My Filipino-American godmother married a Filipino when she was still in her teens, but later (in her 30s) married an Italian-American in …. … 1967 in Maryland. Her brothers first married white wives before 1967, but could not bring them to Maryland before 1967. One of them stayed in New Jersey and never came down.
We definitely could not travel all the way to my mother’s home state of Alabama and pass through / stop in all the states in-between – imagine what that would be like – no hotel to stay in and some cop definitely would have made sure it never happened. The first time we went as a family unit to Alabama was in 1968.
I have my a certified copy of my parents’ Marriage certificate and it looks identical to the Lovings’. It gave me a strong connection to what that era was like (beyond what I actually remember).
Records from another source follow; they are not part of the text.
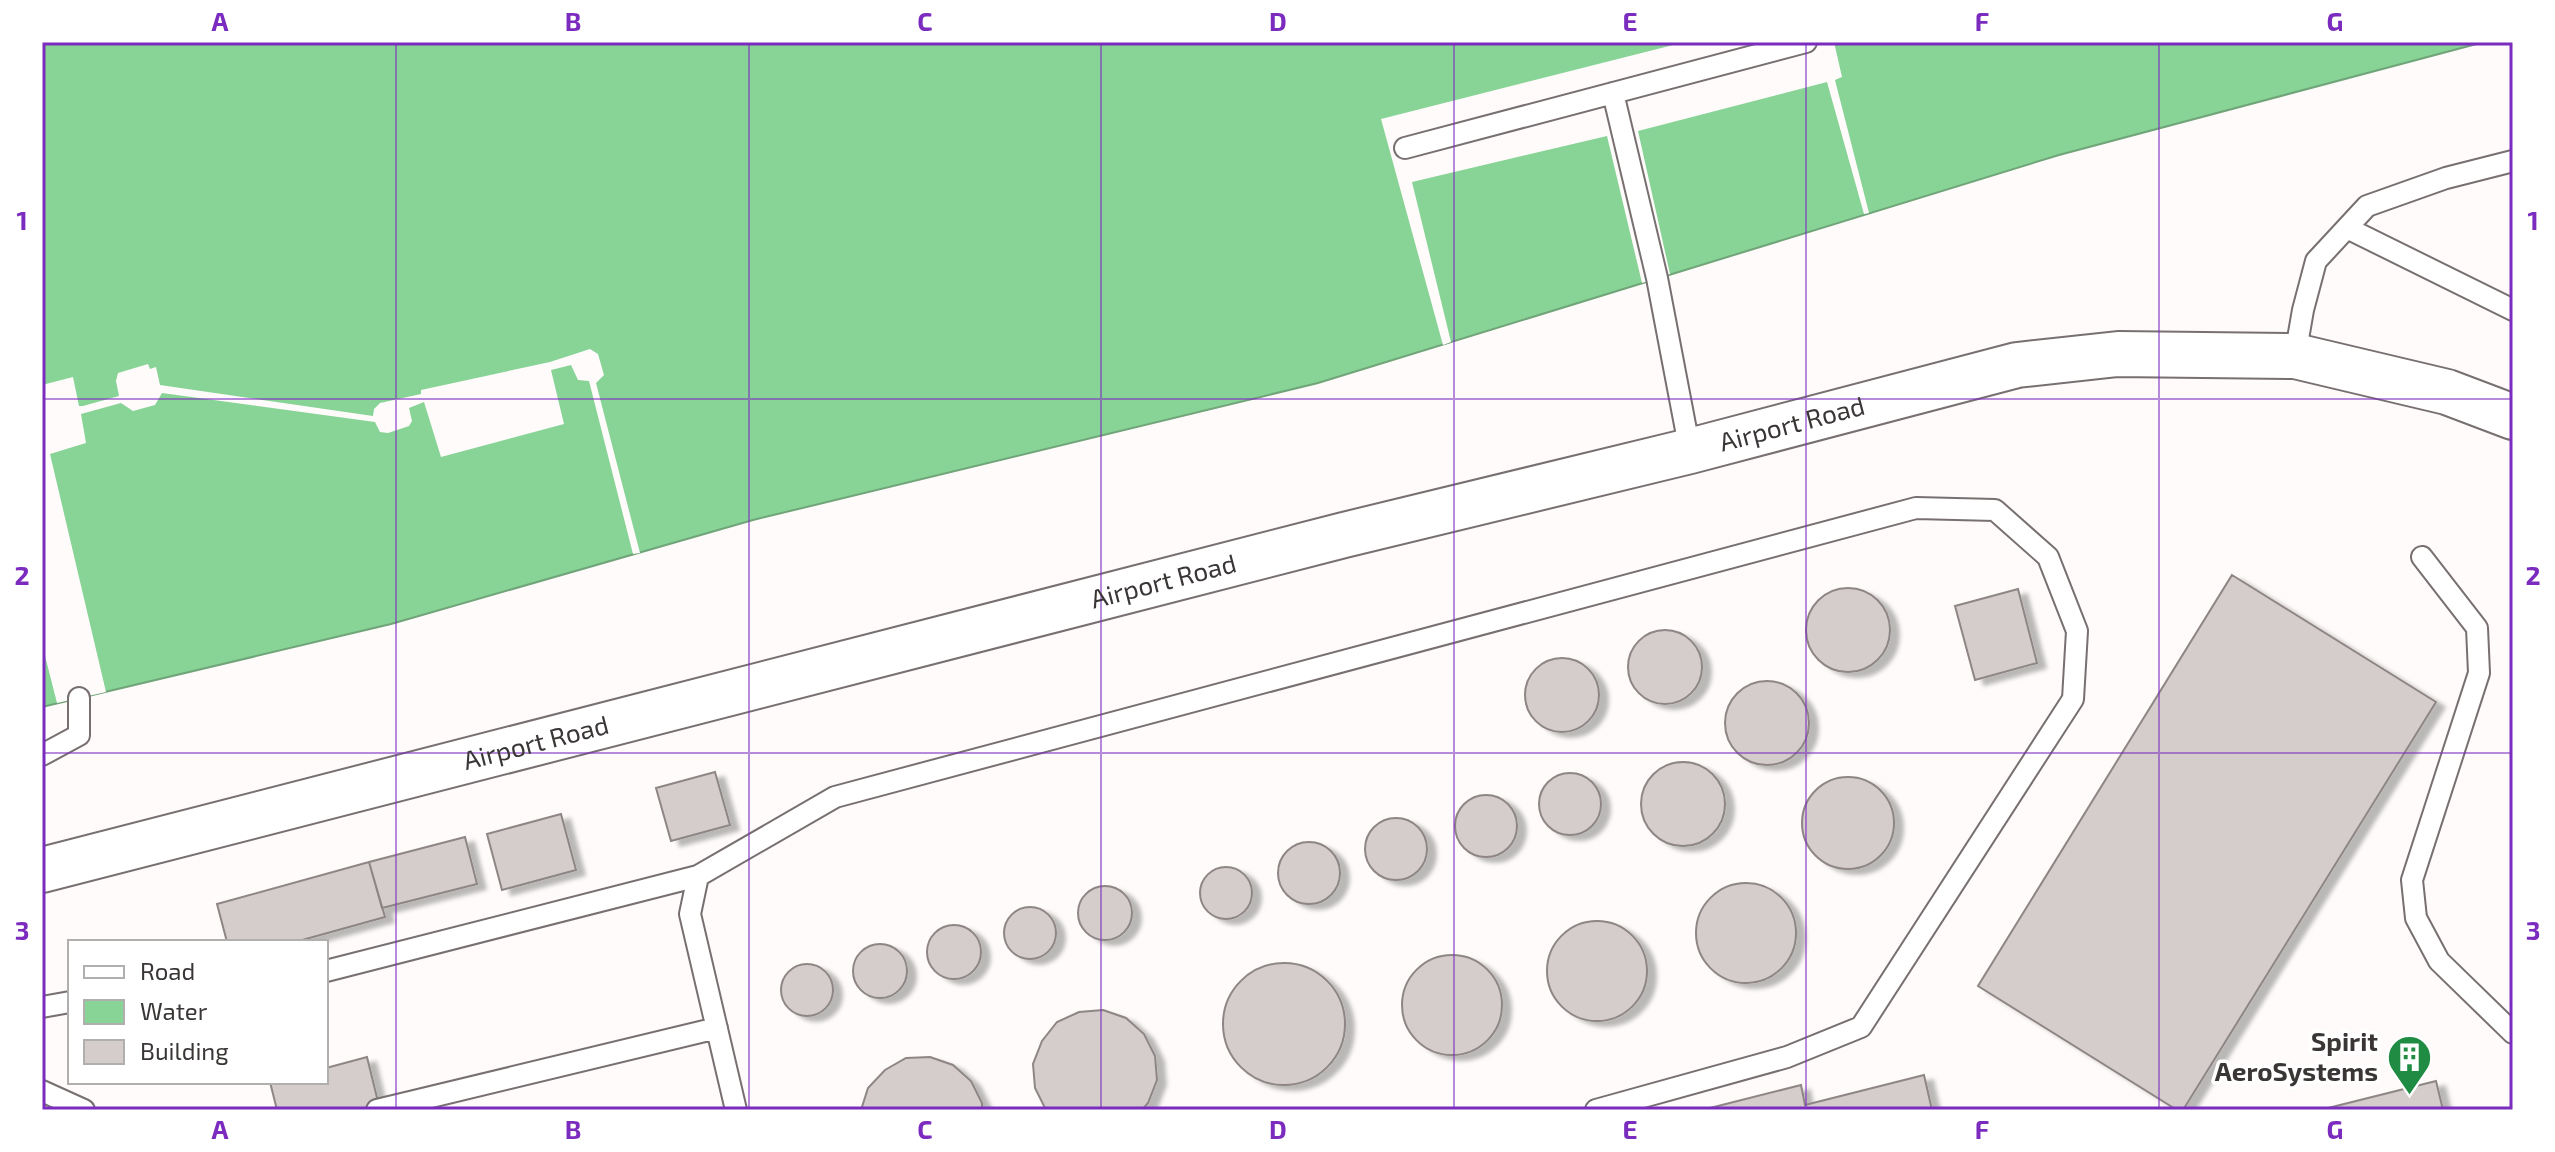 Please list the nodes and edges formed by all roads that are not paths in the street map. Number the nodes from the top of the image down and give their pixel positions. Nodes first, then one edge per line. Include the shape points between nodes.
1 (1806, 42) edge
2 (1613, 93) junction
3 (1405, 148) dead end
4 (2513, 161) edge
5 (2347, 228) junction
6 (2513, 310) edge
7 (2295, 356) junction
8 (2513, 417) edge
9 (1690, 451) junction
10 (2422, 557) dead end
11 (79, 698) dead end
12 (42, 755) edge
13 (42, 870) edge
14 (698, 876) junction
15 (328, 970) edge
16 (68, 1002) edge
17 (42, 1007) edge
18 (717, 1028) junction
19 (2513, 1033) edge
20 (42, 1091) edge
21 (84, 1110) edge
22 (377, 1110) edge
23 (736, 1110) edge
24 (1596, 1110) edge

1 - 2 lane
2 - 3 lane
2 - 9 lane via 1657,278
4 - 5 lane via 2367,206
5 - 6 lane
5 - 7 lane via 2316,261
7 - 8 street, Airport Road via 2447,392
7 - 9 street, Airport Road via 2118,354 2017,365
9 - 13 street, Airport Road via 1329,538
10 - 19 lane via 2477,628 2479,673 2412,880 2416,918 2439,961
11 - 12 lane via 79,735
14 - 15 lane
14 - 18 lane via 690,914
14 - 24 lane via 835,797 1916,508 1995,510 2048,557 2077,631 2073,699 1861,1027 1787,1057
16 - 17 lane
18 - 22 lane
18 - 23 lane
20 - 21 lane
I know, I saw that, and realized that there are people now who will invalidate my entire childhood experience. Something that I have to psychologically prepare for if I move back to the USA.
Well, maybe soon people might not be able to conceptualize that Jim Crow even existed. I do remember very well when they started to desegregate schools and professions and ended blockbusting.
And I do know people who attended Indian boarding schools. I guess soon that will pass into some imaginary American mythology too.
By the way, Alabama did not repeal their anti-miscegenation statutes on their state laws until November 2000. This is not pre-history and easily checked.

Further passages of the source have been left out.